The Wealth of Healing Waters in Macedonia

Macedonia spreads over a vast amount of geothermal waters. Inexhaustible underground lakes of this wealth of natural energy are located in Istibanja near Vinica, Kocani, Stip, Gevgelija, and Strumica, all the way to the Vardar River Valley.

Yet, except for Kocani, which has been exploiting its hot springs for as many as three decades, the other areas have barely done anything to make them work and only 0.3 percent of them are believed to be utilized. In Stip, for instance, the story of establishing a major European center for spa tourism, the main asset of which would be the healing waters of the famous Kezovica springs, has been heard for decades, but it is only this year that the local authorities are to do something concrete about it.

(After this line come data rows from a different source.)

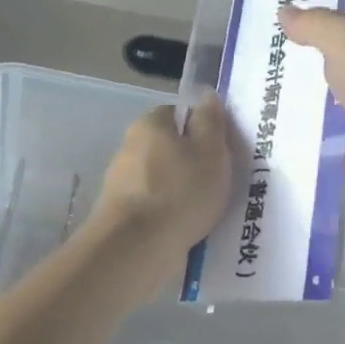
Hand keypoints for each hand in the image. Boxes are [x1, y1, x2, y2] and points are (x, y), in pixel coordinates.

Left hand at [88, 97, 231, 277]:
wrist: (136, 248)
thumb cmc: (180, 192)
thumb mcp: (210, 151)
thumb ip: (211, 122)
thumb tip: (207, 95)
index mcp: (149, 125)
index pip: (179, 114)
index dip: (203, 129)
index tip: (222, 151)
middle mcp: (130, 148)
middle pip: (170, 148)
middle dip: (193, 164)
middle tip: (221, 183)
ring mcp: (122, 184)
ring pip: (163, 181)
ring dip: (183, 193)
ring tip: (210, 213)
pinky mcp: (122, 216)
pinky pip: (156, 208)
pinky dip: (171, 216)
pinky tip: (189, 231)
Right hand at [280, 5, 344, 201]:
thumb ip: (315, 25)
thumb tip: (284, 11)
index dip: (328, 22)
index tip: (290, 30)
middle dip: (310, 71)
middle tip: (265, 75)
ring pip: (341, 110)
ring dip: (311, 115)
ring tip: (265, 113)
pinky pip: (343, 149)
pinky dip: (321, 150)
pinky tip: (287, 148)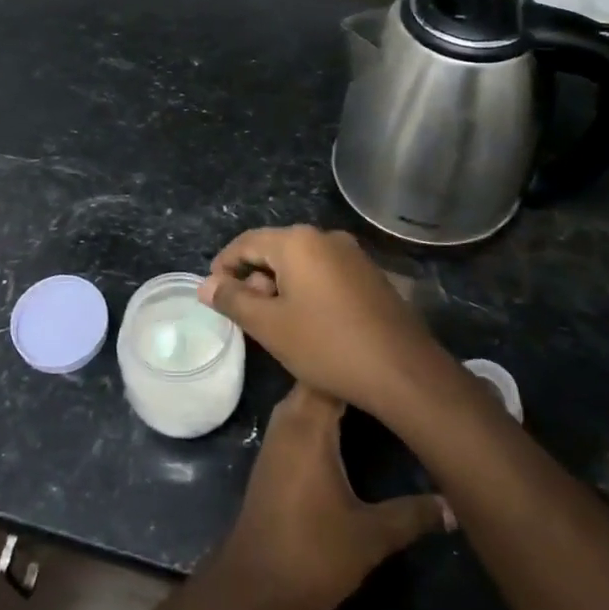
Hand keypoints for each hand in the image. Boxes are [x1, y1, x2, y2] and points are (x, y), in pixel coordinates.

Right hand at [199, 225, 450, 417]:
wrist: (403, 372)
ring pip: (301, 263)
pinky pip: (325, 274)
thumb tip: (205, 285)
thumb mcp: (269, 326)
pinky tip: (308, 323)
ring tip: (274, 323)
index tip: (213, 294)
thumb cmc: (327, 345)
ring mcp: (353, 255)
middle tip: (245, 315)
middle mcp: (326, 238)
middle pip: (275, 250)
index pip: (246, 242)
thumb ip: (233, 300)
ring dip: (280, 286)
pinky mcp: (370, 276)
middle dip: (253, 278)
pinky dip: (306, 291)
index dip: (223, 266)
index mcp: (298, 242)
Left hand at [204, 383, 451, 609]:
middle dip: (355, 375)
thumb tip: (454, 503)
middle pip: (321, 379)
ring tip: (384, 395)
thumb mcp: (370, 536)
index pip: (334, 372)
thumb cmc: (311, 554)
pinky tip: (354, 427)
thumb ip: (413, 514)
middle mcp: (288, 419)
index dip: (364, 364)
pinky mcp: (276, 455)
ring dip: (340, 393)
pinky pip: (302, 416)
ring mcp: (278, 436)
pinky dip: (326, 412)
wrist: (253, 587)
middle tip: (400, 379)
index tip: (400, 362)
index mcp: (308, 424)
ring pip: (310, 397)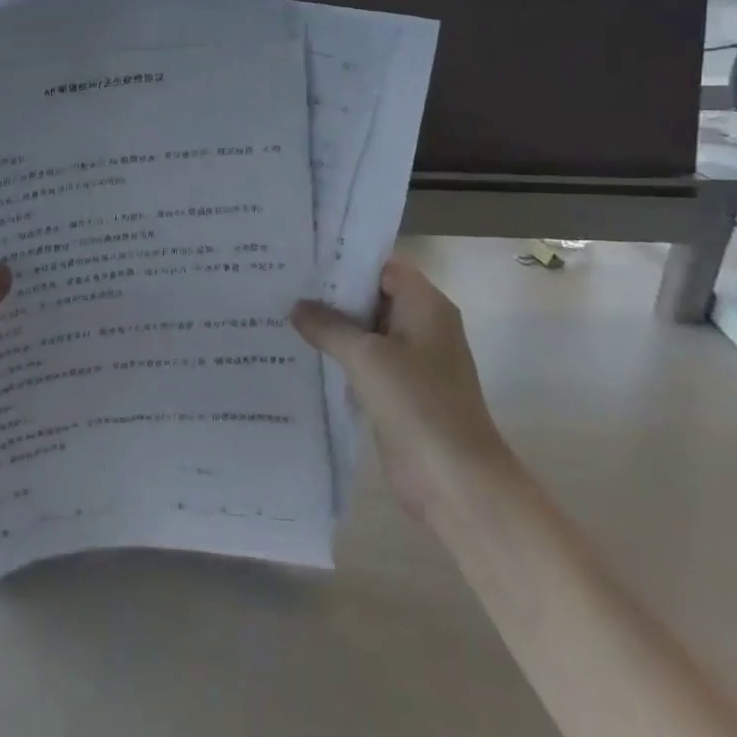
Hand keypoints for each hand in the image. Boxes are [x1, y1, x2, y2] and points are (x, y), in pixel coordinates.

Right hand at [291, 252, 510, 515]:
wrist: (455, 479)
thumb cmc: (417, 402)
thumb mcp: (365, 356)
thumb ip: (328, 326)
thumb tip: (297, 307)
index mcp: (425, 306)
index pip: (382, 267)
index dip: (345, 260)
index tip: (304, 257)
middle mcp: (421, 326)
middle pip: (372, 297)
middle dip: (331, 294)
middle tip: (282, 283)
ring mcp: (411, 361)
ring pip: (365, 332)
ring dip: (331, 327)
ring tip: (282, 314)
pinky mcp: (399, 391)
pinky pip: (364, 363)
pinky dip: (338, 357)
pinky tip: (301, 354)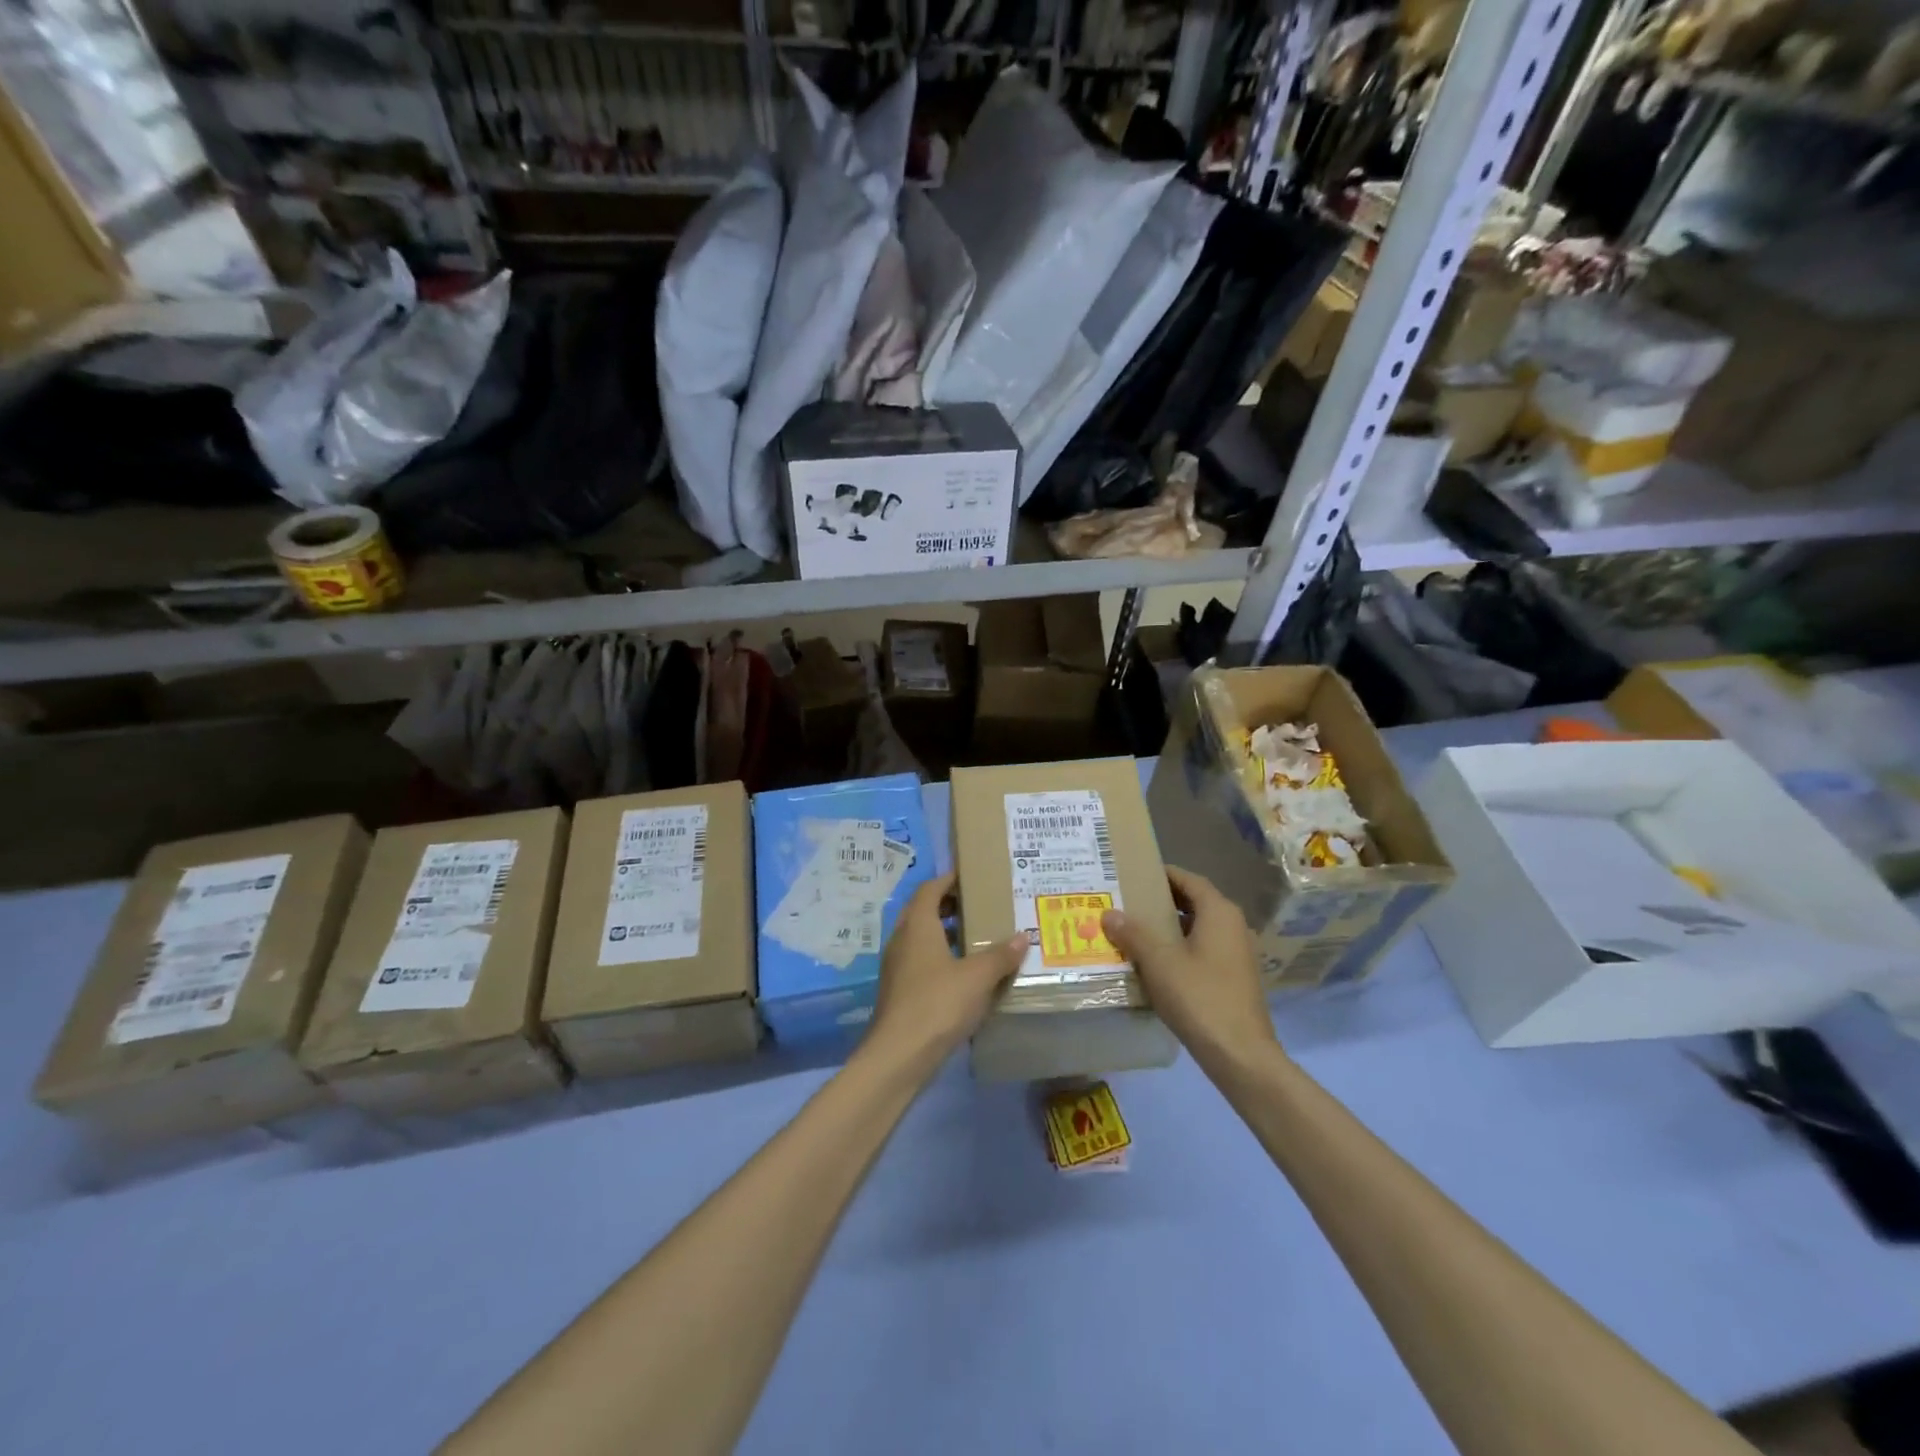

Stip is the most unexplored area in this respect, although the announcements of its potentials are exceptionally promising. Drilling at some 80 meters near the village of Krupiste has given way to geothermal waters, which now flow freely at a temperature of 42C. No one has done any research in that area ever since. In Istibanja near Vinica, hot waters flow on the surface of the Bregalnica and Osojnica rivers, but no one explores those sites, either. The potential of Bansko near Strumica and of the Gevgelija area have not been sufficiently investigated, either, although their potential is more modest.

It is only this year that Stip has drafted a main project for exploiting its hot springs in a spa and a recreational tourist center. These geothermal waters are a scientifically proven cure for over 20 ailments. The project envisions saunas, every type of pools, sports halls, jogging trails, restaurants, hotels, and so forth.